Он шел чуть позади меня, и мне приходилось наклоняться, чтобы его слова попадали мне в уши. Было пять, происходило это на Маршалковской сразу за площадью Конституции, поэтому идти рядом не получалось. Вот он и бежал, наклонившись чуть вперед, и кричал мне про то, что задумал. Я вылез на Спасителя из «девятнадцатого» и увидел, как он выходит из-за колонн гастронома и устремляется в мою сторону, словно управляемый слепой снаряд. У меня даже не осталось времени удивиться.
– Не смейся, не смейся. Это вопрос инстинкта и веры. Убедить тебя я ничем не могу, у меня просто нет никаких рациональных аргументов. Ну на что ты сейчас способен? А через год, через два? Живешь, как клошар, и твердишь себе: так устроен мир. Потому что живешь ты, как клошар, и сам знаешь это, только помойка у тебя чуточку получше и голод твой другого свойства.

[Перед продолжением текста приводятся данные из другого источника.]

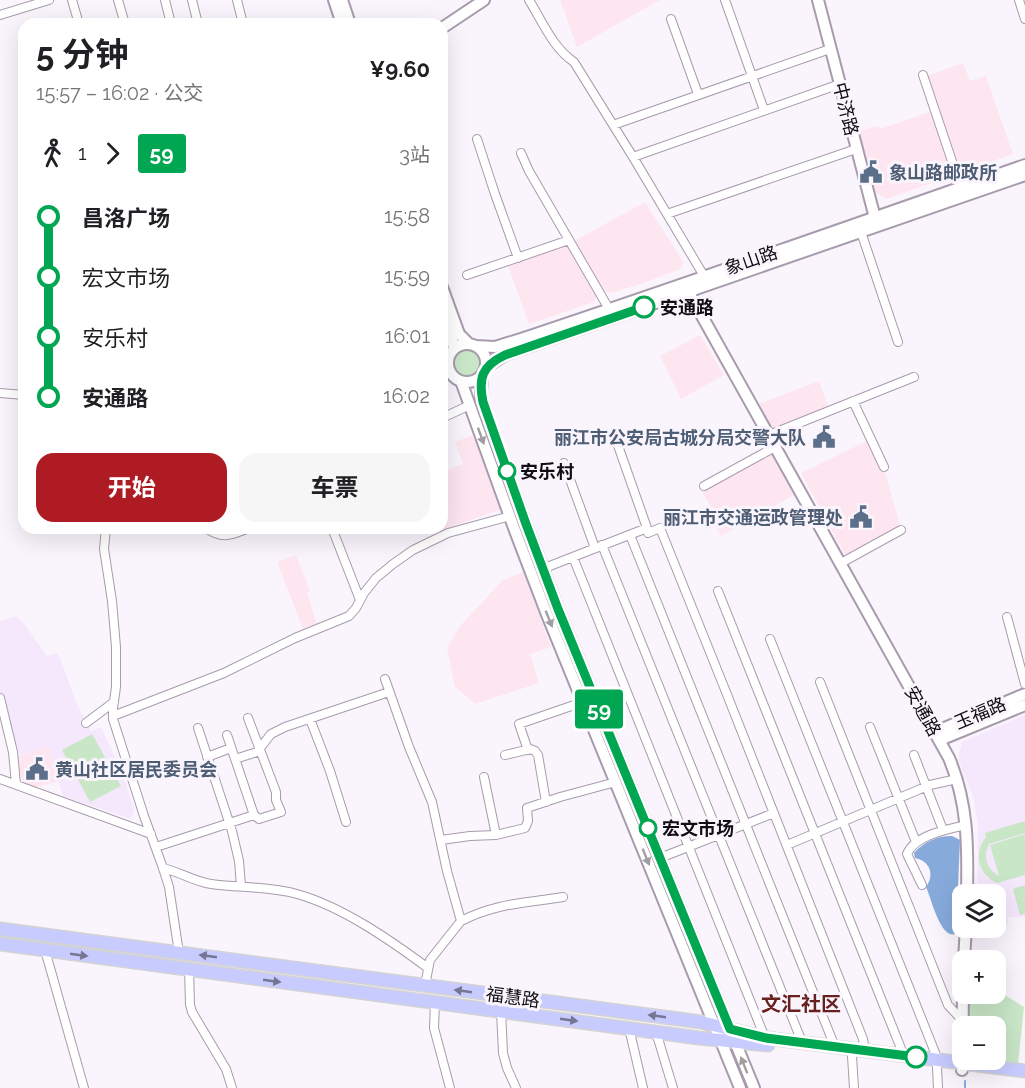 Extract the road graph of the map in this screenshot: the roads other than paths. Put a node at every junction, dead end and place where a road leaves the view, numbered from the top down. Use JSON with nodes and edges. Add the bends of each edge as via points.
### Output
{"nodes":[{"id":1,"x":49,"y":0,"type":"edge"},
{"id":2,"x":72,"y":0,"type":"edge"},
{"id":3,"x":118,"y":0,"type":"edge"},
{"id":4,"x":165,"y":0,"type":"edge"},
{"id":5,"x":192,"y":0,"type":"edge"},
{"id":6,"x":237,"y":0,"type":"edge"},
{"id":7,"x":334,"y":0,"type":"edge"},
{"id":8,"x":342,"y":0,"type":"edge"},
{"id":9,"x":484,"y":0,"type":"edge"},
{"id":10,"x":529,"y":0,"type":"edge"},
{"id":11,"x":725,"y":0,"type":"edge"},
{"id":12,"x":818,"y":0,"type":"edge"},
{"id":13,"x":1019,"y":0,"type":"edge"},
{"id":14,"x":0,"y":15,"type":"edge"},
{"id":15,"x":77,"y":18,"type":"edge"},
{"id":16,"x":123,"y":18,"type":"edge"},
{"id":17,"x":170,"y":18,"type":"edge"},
{"id":18,"x":196,"y":18,"type":"edge"},
{"id":19,"x":242,"y":18,"type":"edge"},
{"id":20,"x":340,"y":18,"type":"edge"},
{"id":21,"x":348,"y":18,"type":"edge"},
{"id":22,"x":671,"y":19,"type":"dead end"},
{"id":23,"x":1025,"y":19,"type":"edge"},
{"id":24,"x":448,"y":24,"type":"edge"},
{"id":25,"x":830,"y":49,"type":"junction"},
{"id":26,"x":751,"y":75,"type":"junction"},
{"id":27,"x":923,"y":75,"type":"dead end"},
{"id":28,"x":840,"y":84,"type":"junction"},
{"id":29,"x":698,"y":94,"type":"junction"},
{"id":30,"x":764,"y":110,"type":"junction"},
{"id":31,"x":613,"y":124,"type":"junction"},
{"id":32,"x":477,"y":139,"type":"dead end"},
{"id":33,"x":856,"y":149,"type":"junction"},
{"id":34,"x":521,"y":153,"type":"dead end"},
{"id":35,"x":633,"y":157,"type":"junction"},
{"id":36,"x":1025,"y":165,"type":"edge"},
{"id":37,"x":1025,"y":176,"type":"edge"},
{"id":38,"x":961,"y":188,"type":"junction"},
{"id":39,"x":667,"y":214,"type":"junction"},
{"id":40,"x":875,"y":218,"type":"junction"},
{"id":41,"x":861,"y":232,"type":"junction"},
{"id":42,"x":569,"y":240,"type":"junction"},
{"id":43,"x":518,"y":258,"type":"junction"},
{"id":44,"x":467,"y":275,"type":"dead end"},
{"id":45,"x":704,"y":276,"type":"junction"},
{"id":46,"x":688,"y":291,"type":"junction"},
{"id":47,"x":448,"y":304,"type":"edge"},
{"id":48,"x":609,"y":309,"type":"junction"},
{"id":49,"x":448,"y":325,"type":"edge"},
{"id":50,"x":898,"y":342,"type":"dead end"},
{"id":51,"x":473,"y":345,"type":"junction"},
{"id":52,"x":454,"y":349,"type":"junction"},
{"id":53,"x":484,"y":371,"type":"junction"},
{"id":54,"x":914,"y":377,"type":"dead end"},
{"id":55,"x":461,"y":381,"type":"junction"},
{"id":56,"x":0,"y":393,"type":"edge"},
{"id":57,"x":18,"y":394,"type":"edge"},
{"id":58,"x":853,"y":401,"type":"junction"},
{"id":59,"x":470,"y":405,"type":"junction"},
{"id":60,"x":448,"y":414,"type":"edge"},
{"id":61,"x":769,"y":435,"type":"junction"},
{"id":62,"x":615,"y":437,"type":"dead end"},
{"id":63,"x":775,"y":447,"type":"junction"},
{"id":64,"x":564,"y":463,"type":"dead end"},
{"id":65,"x":884,"y":467,"type":"dead end"},
{"id":66,"x":704,"y":486,"type":"dead end"},
{"id":67,"x":510,"y":516,"type":"junction"},
{"id":68,"x":646,"y":528,"type":"junction"},
{"id":69,"x":901,"y":530,"type":"dead end"},
{"id":70,"x":448,"y":533,"type":"edge"},
{"id":71,"x":105,"y":534,"type":"edge"},
{"id":72,"x":218,"y":534,"type":"edge"},
{"id":73,"x":234,"y":534,"type":"edge"},
{"id":74,"x":334,"y":534,"type":"edge"},
{"id":75,"x":446,"y":534,"type":"edge"},
{"id":76,"x":630,"y":535,"type":"junction"},
{"id":77,"x":598,"y":547,"type":"junction"},
{"id":78,"x":573,"y":557,"type":"junction"},
{"id":79,"x":841,"y":563,"type":"junction"},
{"id":80,"x":542,"y":569,"type":"junction"},
{"id":81,"x":718,"y":591,"type":"dead end"},
{"id":82,"x":360,"y":600,"type":"junction"},
{"id":83,"x":1007,"y":617,"type":"dead end"},
{"id":84,"x":770,"y":639,"type":"dead end"},
{"id":85,"x":385,"y":679,"type":"dead end"},
{"id":86,"x":820,"y":682,"type":"dead end"},
{"id":87,"x":1025,"y":684,"type":"edge"},
{"id":88,"x":389,"y":692,"type":"junction"},
{"id":89,"x":1025,"y":694,"type":"edge"},
{"id":90,"x":0,"y":698,"type":"edge"},
{"id":91,"x":114,"y":702,"type":"junction"},
{"id":92,"x":583,"y":702,"type":"junction"},
{"id":93,"x":1025,"y":705,"type":"edge"},
{"id":94,"x":113,"y":716,"type":"junction"},
{"id":95,"x":248,"y":718,"type":"dead end"},
{"id":96,"x":310,"y":719,"type":"junction"},
{"id":97,"x":86,"y":723,"type":"dead end"},
{"id":98,"x":870,"y":727,"type":"dead end"},
{"id":99,"x":198,"y":728,"type":"dead end"},
{"id":100,"x":227,"y":735,"type":"dead end"},
{"id":101,"x":938,"y":736,"type":"junction"},
{"id":102,"x":231,"y":748,"type":"junction"},
{"id":103,"x":259,"y":750,"type":"junction"},
{"id":104,"x":528,"y":750,"type":"junction"},
{"id":105,"x":505,"y":755,"type":"dead end"},
{"id":106,"x":914,"y":755,"type":"dead end"},
{"id":107,"x":207,"y":757,"type":"junction"},
{"id":108,"x":235,"y":759,"type":"junction"},
{"id":109,"x":484,"y":777,"type":"dead end"},
{"id":110,"x":0,"y":779,"type":"edge"},
{"id":111,"x":957,"y":779,"type":"junction"},
{"id":112,"x":616,"y":782,"type":"junction"},
{"id":113,"x":16,"y":784,"type":"junction"},
{"id":114,"x":926,"y":787,"type":"junction"},
{"id":115,"x":899,"y":798,"type":"junction"},
{"id":116,"x":546,"y":802,"type":"junction"},
{"id":117,"x":871,"y":810,"type":"junction"},
{"id":118,"x":774,"y":813,"type":"junction"},
{"id":119,"x":254,"y":815,"type":"junction"},
{"id":120,"x":843,"y":821,"type":"junction"},
{"id":121,"x":346,"y":822,"type":"dead end"},
{"id":122,"x":230,"y":824,"type":"junction"},
{"id":123,"x":746,"y":824,"type":"junction"},
{"id":124,"x":966,"y":825,"type":"junction"},
{"id":125,"x":943,"y":830,"type":"junction"},
{"id":126,"x":815,"y":833,"type":"junction"},
{"id":127,"x":151,"y":834,"type":"junction"},
{"id":128,"x":496,"y":835,"type":"junction"},
{"id":129,"x":718,"y":835,"type":"junction"},
{"id":130,"x":441,"y":840,"type":"junction"},
{"id":131,"x":916,"y":842,"type":"junction"},
{"id":132,"x":787,"y":845,"type":"junction"},
{"id":133,"x":156,"y":847,"type":"junction"},
{"id":134,"x":690,"y":847,"type":"junction"},
{"id":135,"x":660,"y":858,"type":"junction"},
{"id":136,"x":164,"y":868,"type":"junction"},
{"id":137,"x":967,"y":884,"type":"edge"},
{"id":138,"x":922,"y":885,"type":"dead end"},
{"id":139,"x":241,"y":886,"type":"junction"},
{"id":140,"x":563,"y":897,"type":"dead end"},
{"id":141,"x":461,"y":921,"type":"junction"},
{"id":142,"x":0,"y":929,"type":"edge"},
{"id":143,"x":0,"y":944,"type":"edge"},
{"id":144,"x":45,"y":950,"type":"junction"},
{"id":145,"x":179,"y":952,"type":"junction"},
{"id":146,"x":428,"y":968,"type":"junction"},
{"id":147,"x":189,"y":969,"type":"junction"},
{"id":148,"x":425,"y":985,"type":"junction"},
{"id":149,"x":435,"y":1002,"type":"junction"},
{"id":150,"x":501,"y":1011,"type":"junction"},
{"id":151,"x":959,"y":1016,"type":"edge"},
{"id":152,"x":714,"y":1025,"type":"junction"},
{"id":153,"x":629,"y":1028,"type":"junction"},
{"id":154,"x":730,"y":1029,"type":"junction"},
{"id":155,"x":656,"y":1032,"type":"junction"},
{"id":156,"x":765,"y":1038,"type":"junction"},
{"id":157,"x":720,"y":1040,"type":"junction"},
{"id":158,"x":735,"y":1041,"type":"junction"},
{"id":159,"x":801,"y":1042,"type":"junction"},
{"id":160,"x":835,"y":1047,"type":"junction"},
{"id":161,"x":865,"y":1050,"type":"junction"},
{"id":162,"x":852,"y":1056,"type":"junction"},
{"id":163,"x":904,"y":1056,"type":"junction"},
{"id":164,"x":938,"y":1063,"type":"junction"},
{"id":165,"x":952,"y":1065,"type":"edge"},
{"id":166,"x":1006,"y":1069,"type":"edge"},
{"id":167,"x":983,"y":1070,"type":"edge"},
{"id":168,"x":1025,"y":1071,"type":"edge"},
{"id":169,"x":1025,"y":1078,"type":"edge"},
{"id":170,"x":84,"y":1088,"type":"edge"},
{"id":171,"x":232,"y":1088,"type":"edge"},
{"id":172,"x":450,"y":1088,"type":"edge"},
{"id":173,"x":516,"y":1088,"type":"edge"},
{"id":174,"x":644,"y":1088,"type":"edge"},
{"id":175,"x":673,"y":1088,"type":"edge"},
{"id":176,"x":740,"y":1088,"type":"edge"},
{"id":177,"x":754,"y":1088,"type":"edge"},
{"id":178,"x":854,"y":1088,"type":"edge"},
{"id":179,"x":938,"y":1088,"type":"edge"}],
"edges":[{"from":1,"to":14,"type":"street"},
{"from":2,"to":15,"type":"street"},
{"from":3,"to":16,"type":"street"},
{"from":4,"to":17,"type":"street"},
{"from":5,"to":18,"type":"street"},
{"from":6,"to":19,"type":"street"},
{"from":7,"to":20,"type":"street"},
{"from":8,"to":21,"type":"street"},
{"from":9,"to":24,"type":"street"},
{"from":10,"to":31,"type":"street"},
{"from":11,"to":26,"type":"street"},
{"from":12,"to":25,"type":"street","name":"中济路"},
{"from":13,"to":23,"type":"street"},
{"from":22,"to":29,"type":"street"},
{"from":25,"to":26,"type":"street"},
{"from":25,"to":28,"type":"street","name":"中济路"},
{"from":26,"to":29,"type":"street"},
{"from":26,"to":30,"type":"street"},
{"from":27,"to":38,"type":"street"},
{"from":28,"to":30,"type":"street"},
{"from":28,"to":33,"type":"street","name":"中济路"},
{"from":29,"to":31,"type":"street"},
{"from":30,"to":35,"type":"street"},
{"from":31,"to":35,"type":"street"},
{"from":32,"to":43,"type":"street"},
{"from":33,"to":39,"type":"street"},
{"from":33,"to":40,"type":"street","name":"中济路"},
{"from":34,"to":42,"type":"street"},
{"from":35,"to":39,"type":"street"},
{"from":36,"to":38,"type":"street","name":"象山路"},
{"from":37,"to":41,"type":"street","name":"象山路"},
{"from":38,"to":40,"type":"street","name":"象山路"},
{"from":39,"to":45,"type":"street"},
{"from":40,"to":45,"type":"street","name":"象山路"},
{"from":41,"to":46,"type":"street","name":"象山路"},
{"from":41,"to":50,"type":"street"},
{"from":42,"to":43,"type":"street"},
{"from":42,"to":48,"type":"street"},
{"from":43,"to":44,"type":"street"},
{"from":45,"to":48,"type":"street","name":"象山路"},
{"from":46,"to":53,"type":"street","name":"象山路","via":[[505,355]]},
{"from":46,"to":61,"type":"street","name":"安通路"},
{"from":47,"to":51,"type":"street","via":[[459,334]]},
{"from":48,"to":51,"type":"street","name":"象山路","via":[[504,345]]},
{"from":49,"to":52,"type":"street"},
{"from":51,"to":52,"type":"street"},
{"from":51,"to":53,"type":"street","via":[[485,354]]},
{"from":52,"to":55,"type":"street","via":[[448,359],[449,368]]},
{"from":53,"to":55,"type":"street","via":[[474,381]]},
{"from":53,"to":80,"type":"street","via":[[483,402]]},
{"from":54,"to":58,"type":"street"},
{"from":55,"to":59,"type":"street"},
{"from":56,"to":57,"type":"street"},
{"from":58,"to":61,"type":"street"},
{"from":58,"to":65,"type":"street"},
{"from":59,"to":60,"type":"street"},
{"from":59,"to":67,"type":"street","one_way":true},
{"from":61,"to":63,"type":"street","name":"安通路"},
{"from":62,"to":68,"type":"street"},
{"from":63,"to":66,"type":"street"},
{"from":63,"to":79,"type":"street","name":"安通路"},
{"from":64,"to":77,"type":"street"},
{"from":67,"to":70,"type":"street"},
{"from":67,"to":92,"type":"street","one_way":true},
{"from":68,"to":76,"type":"street"},
{"from":68,"to":118,"type":"street","via":[[648,533],[660,528]]},
{"from":69,"to":79,"type":"street"},
{"from":71,"to":91,"type":"street","via":[[116,647]]},
{"from":72,"to":73,"type":"street"},
{"from":74,"to":82,"type":"street"},
{"from":75,"to":82,"type":"street","via":[[423,544],[383,572]]},
{"from":76,"to":77,"type":"street"},
{"from":76,"to":123,"type":"street"},
{"from":77,"to":78,"type":"street"},
{"from":77,"to":129,"type":"street"},
{"from":78,"to":80,"type":"street"},
{"from":78,"to":134,"type":"street"},
{"from":79,"to":101,"type":"street","name":"安通路"},
{"from":80,"to":135,"type":"street"},
{"from":81,"to":126,"type":"street"},
{"from":82,"to":94,"type":"street","via":[[349,616],[224,673]]},
{"from":83,"to":87,"type":"street"},
{"from":84,"to":120,"type":"street"},
{"from":85,"to":88,"type":"street"},
{"from":86,"to":117,"type":"street"},
{"from":88,"to":96,"type":"street"},
{"from":88,"to":130,"type":"street","via":[[432,802]]},
{"from":89,"to":101,"type":"street","name":"玉福路"},
{"from":90,"to":113,"type":"street"},
{"from":91,"to":94,"type":"street"},
{"from":91,"to":97,"type":"street"},
{"from":92,"to":104,"type":"street","via":[[519,723]]},
{"from":92,"to":112,"type":"street"},
{"from":93,"to":101,"type":"street","name":"玉福路"},
{"from":94,"to":127,"type":"street"},
{"from":95,"to":103,"type":"street"},
{"from":96,"to":103,"type":"street","via":[[271,734]]},
{"from":96,"to":121,"type":"street"},
{"from":98,"to":115,"type":"street"},
{"from":99,"to":107,"type":"street"},
{"from":100,"to":102,"type":"street"},
{"from":101,"to":111,"type":"street","name":"安通路"},
{"from":102,"to":107,"type":"street"},
{"from":102,"to":108,"type":"street"},
{"from":103,"to":108,"type":"street"},
{"from":103,"to":119,"type":"street","via":[[281,812],[259,819]]},
{"from":104,"to":105,"type":"street"},
{"from":104,"to":116,"type":"street","via":[[538,755]]},
{"from":106,"to":114,"type":"street"},
{"from":107,"to":122,"type":"street"},
{"from":108,"to":119,"type":"street"},
{"from":109,"to":128,"type":"street"},
{"from":110,"to":113,"type":"street"},
{"from":111,"to":114,"type":"street"},
{"from":111,"to":124,"type":"street","name":"安通路"},
{"from":112,"to":116,"type":"street"},
{"from":112,"to":152,"type":"street","one_way":true},
{"from":113,"to":127,"type":"street"},
{"from":114,"to":115,"type":"street"},
{"from":114,"to":125,"type":"street"},
{"from":115,"to":117,"type":"street"},
{"from":115,"to":131,"type":"street"},
{"from":116,"to":128,"type":"street","via":[[527,808],[525,828]]},
{"from":117,"to":120,"type":"street"},
{"from":117,"to":151,"type":"street","via":[[948,1005]]},
{"from":118,"to":123,"type":"street"},
{"from":118,"to":132,"type":"street"},
{"from":119,"to":122,"type":"street"},
{"from":120,"to":126,"type":"street"},
{"from":120,"to":164,"type":"street"},
{"from":122,"to":133,"type":"street"},
{"from":122,"to":139,"type":"street"},
{"from":123,"to":129,"type":"street"},
{"from":123,"to":160,"type":"street"},
{"from":124,"to":125,"type":"street"},
{"from":124,"to":137,"type":"street","name":"安通路"},
{"from":125,"to":131,"type":"street"},
{"from":126,"to":132,"type":"street"},
{"from":126,"to":163,"type":"street"},
{"from":127,"to":133,"type":"street"},
{"from":128,"to":130,"type":"street"},
{"from":129,"to":134,"type":"street"},
{"from":129,"to":159,"type":"street"},
{"from":130,"to":141,"type":"street"},
{"from":131,"to":138,"type":"street","via":[[908,854]]},
{"from":132,"to":161,"type":"street"},
{"from":133,"to":136,"type":"street"},
{"from":134,"to":135,"type":"street"},
{"from":134,"to":156,"type":"street"},
{"from":135,"to":154,"type":"street"},
{"from":136,"to":139,"type":"street","via":[[205,883]]},
{"from":136,"to":145,"type":"street"},
{"from":139,"to":146,"type":"street","via":[[275,889],[319,902],[390,940]]},
{"from":140,"to":141,"type":"street","via":[[491,908]]},
{"from":141,"to":146,"type":"street"},
{"from":142,"to":145,"type":"main road","name":"福慧路"},
{"from":143,"to":144,"type":"main road","name":"福慧路"},
{"from":144,"to":147,"type":"main road","name":"福慧路","one_way":true},
{"from":144,"to":170,"type":"street"},
{"from":148,"to":145,"type":"main road","name":"福慧路","one_way":true},
{"from":146,"to":148,"type":"street"},
{"from":147,"to":149,"type":"main road","name":"福慧路","one_way":true},
{"from":147,"to":171,"type":"street","via":[[192,1012],[226,1069]]},
{"from":152,"to":148,"type":"main road","name":"福慧路","one_way":true},
{"from":149,"to":150,"type":"main road","name":"福慧路"},
{"from":149,"to":172,"type":"street","via":[[434,1028]]},
{"from":150,"to":153,"type":"main road","name":"福慧路","one_way":true},
{"from":150,"to":173,"type":"street","via":[[503,1053]]},
{"from":152,"to":154,"type":"main road","name":"福慧路"},
{"from":152,"to":157,"type":"street"},
{"from":153,"to":155,"type":"main road","name":"福慧路"},
{"from":153,"to":174,"type":"street"},
{"from":154,"to":156,"type":"main road","name":"福慧路"},
{"from":154,"to":158,"type":"street"},
{"from":155,"to":157,"type":"main road","name":"福慧路"},
{"from":155,"to":175,"type":"street"},
{"from":156,"to":159,"type":"main road","name":"福慧路"},
{"from":157,"to":158,"type":"main road","name":"福慧路"},
{"from":157,"to":176,"type":"street"},
{"from":158,"to":162,"type":"main road","name":"福慧路"},
{"from":177,"to":158,"type":"street","one_way":true},
{"from":159,"to":160,"type":"main road","name":"福慧路"},
{"from":160,"to":161,"type":"main road","name":"福慧路"},
{"from":161,"to":163,"type":"main road","name":"福慧路"},
{"from":162,"to":164,"type":"main road","name":"福慧路"},
{"from":162,"to":178,"type":"street"},
{"from":163,"to":164,"type":"main road","name":"福慧路"},
{"from":164,"to":165,"type":"main road","name":"福慧路"},
{"from":164,"to":179,"type":"street"},
{"from":166,"to":168,"type":"main road","name":"福慧路"},
{"from":167,"to":169,"type":"main road","name":"福慧路"}]}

Уцепился за эту газету, где ты по-настоящему никому не нужен, и впариваешь туда всякую фигню про то, как русский откусил ухо чеченцу, кашубы после бурного голосования выбрали самую красивую задницу, а продавец дырявит гондоны, потому что Господь Бог избрал его для борьбы со злом…
Он лавировал, как на слаломных лыжах, и говорил, говорил. Его серо-зеленое длинное пальто развевалось и задевало прохожих.
– …чем отличается то говно от этой улицы? – И он бросил взгляд вдоль Маршалковской, уставленной ларьками, столами, раскладушками, выстеленной нищими и покойниками в адидасах. – Мое сердце огромно, и я люблю все эти морды, мое сердце огромно, потому что вместо ненависти оно переполнено презрением и любовью. И я плачу, потому что и мы встанем в эту очередь, которая никогда и нигде не кончится, ведь конец света – это выдумка, и апокалипсис тоже выдумка, а если он и наступит, то эти скоты его даже и не заметят, голод их не коснется, так как они будут пожирать друг друга, пока предпоследний не схавает последнего… пока земля не остановится и не стряхнет с себя всех этих паразитов. Вспомни, как мы тут ходили десять лет назад, пьяные, измученные и одинокие, вспомни, как я выволок тебя из «Сюрприза», нет, этого ты помнить не можешь, из «Сюрприза», которого больше нет, приволок на себе на стоянку такси, а там было пусто, темно, дул ветер, и я затащил тебя во двор около кино и стал ждать, когда ты очухаешься. Мы были бедные, серые, отравленные дешевым алкоголем, но мы были способны найти все места, которых сейчас нет. И все вокруг были такими же, отравленными, бедными, но мы могли… даже не знаю… мы могли все…
И тут я ему сказал, что иду к Малышу, и предложил пойти со мной и напиться, но он только махнул рукой и двинул, вжав голову в плечи, в провал подземного перехода; кто-то толкнул его, но, похоже, он даже не обратил на это внимания.